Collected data
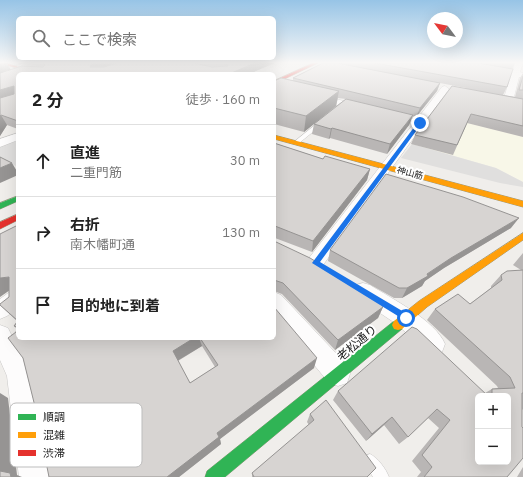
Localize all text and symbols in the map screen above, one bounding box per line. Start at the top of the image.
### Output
north arrow [427,12,463,48]
search box [16,16,276,60]
icon: search [30,27,52,49]
text: ここで検索 [62,30,137,49]
text: 2 分 [32,89,63,111]
text: 徒歩 · 160 m [186,91,260,108]
route end [411,114,429,132]
text: 直進 [70,143,100,162]
icon: ahead [32,150,54,172]
text: 30 m [230,152,260,169]
text: 二重門筋 [70,164,122,181]
street label: 神山筋 [396,164,425,181]
text: 右折 [70,215,100,234]
icon: right [32,222,54,244]
text: 130 m [222,224,260,241]
text: 南木幡町通 [70,236,135,253]
icon: arrive [32,294,54,316]
text: 目的地に到着 [70,296,160,315]
route start [397,309,415,327]
street label: 老松通り [333,321,380,364]
map controls [475,393,511,465]
button: + [475,393,511,429]
legend [10,403,142,467]
text: 順調 [43,410,65,424]
text: 混雑 [43,428,65,442]
button: − [475,429,511,465]
text: 渋滞 [43,446,65,460]

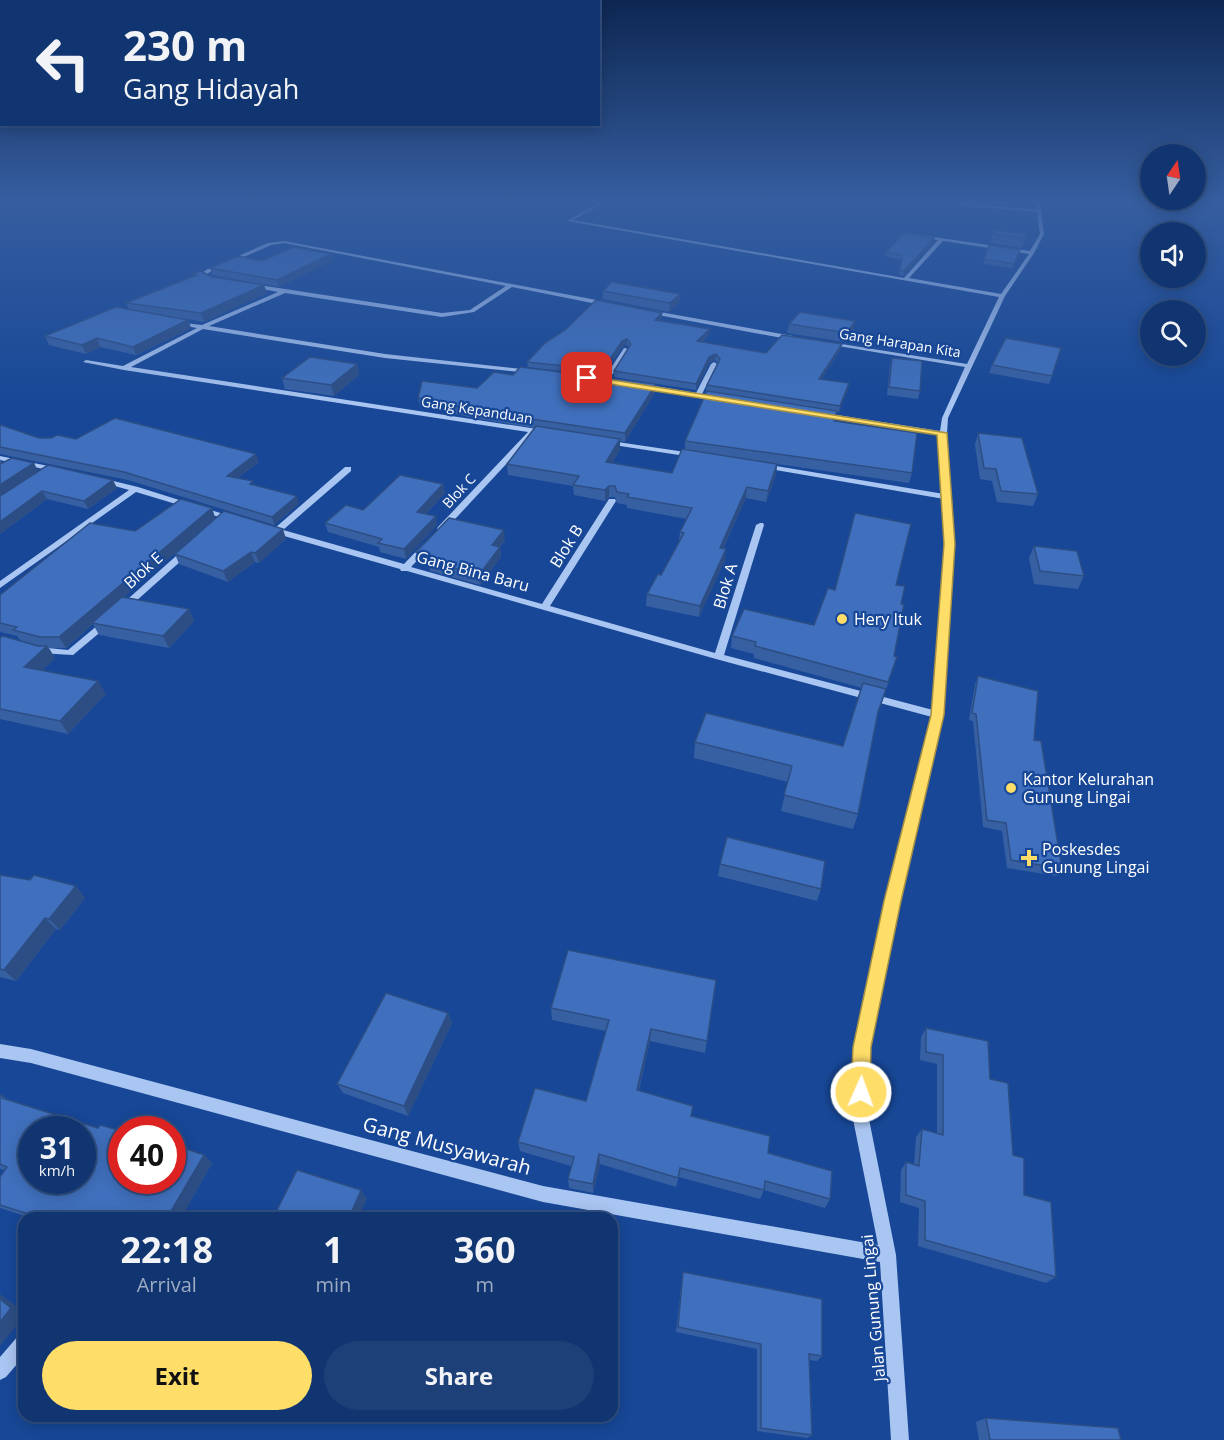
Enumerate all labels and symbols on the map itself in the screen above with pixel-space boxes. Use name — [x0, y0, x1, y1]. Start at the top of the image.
north arrow — [1140, 144, 1206, 210]
street label: Gang Harapan Kita — [838, 324, 962, 361]
pin — [561, 352, 612, 403]
street label: Gang Kepanduan — [420, 391, 534, 428]
street label: Blok C — [438, 469, 480, 512]
street label: Blok B — [544, 520, 588, 572]
street label: Gang Bina Baru — [414, 545, 532, 597]
street label: Blok E — [119, 547, 167, 593]
street label: Blok A — [708, 560, 743, 612]
place label: Hery Ituk — [854, 608, 922, 630]
marker: Hery Ituk — [835, 612, 849, 626]
place label: Kantor Kelurahan Gunung Lingai — [1023, 768, 1154, 808]
marker: Kantor Kelurahan Gunung Lingai — [1004, 781, 1018, 795]
place label: Poskesdes Gunung Lingai — [1042, 838, 1150, 878]
marker: Poskesdes Gunung Lingai — [1020, 849, 1038, 867]
position arrow — [829, 1060, 893, 1124]
street label: Gang Musyawarah — [360, 1110, 534, 1181]
speed limit sign: 40 — [108, 1116, 186, 1194]
street label: Jalan Gunung Lingai — [856, 1234, 891, 1384]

- _TASK TO COMPLETE_: Where the string "Blok" occurs in the data, return the whole line.

- _RESPONSE TO THE TASK_:
street label: Blok C — [438, 469, 480, 512]
street label: Blok B — [544, 520, 588, 572]
street label: Blok E — [119, 547, 167, 593]
street label: Blok A — [708, 560, 743, 612]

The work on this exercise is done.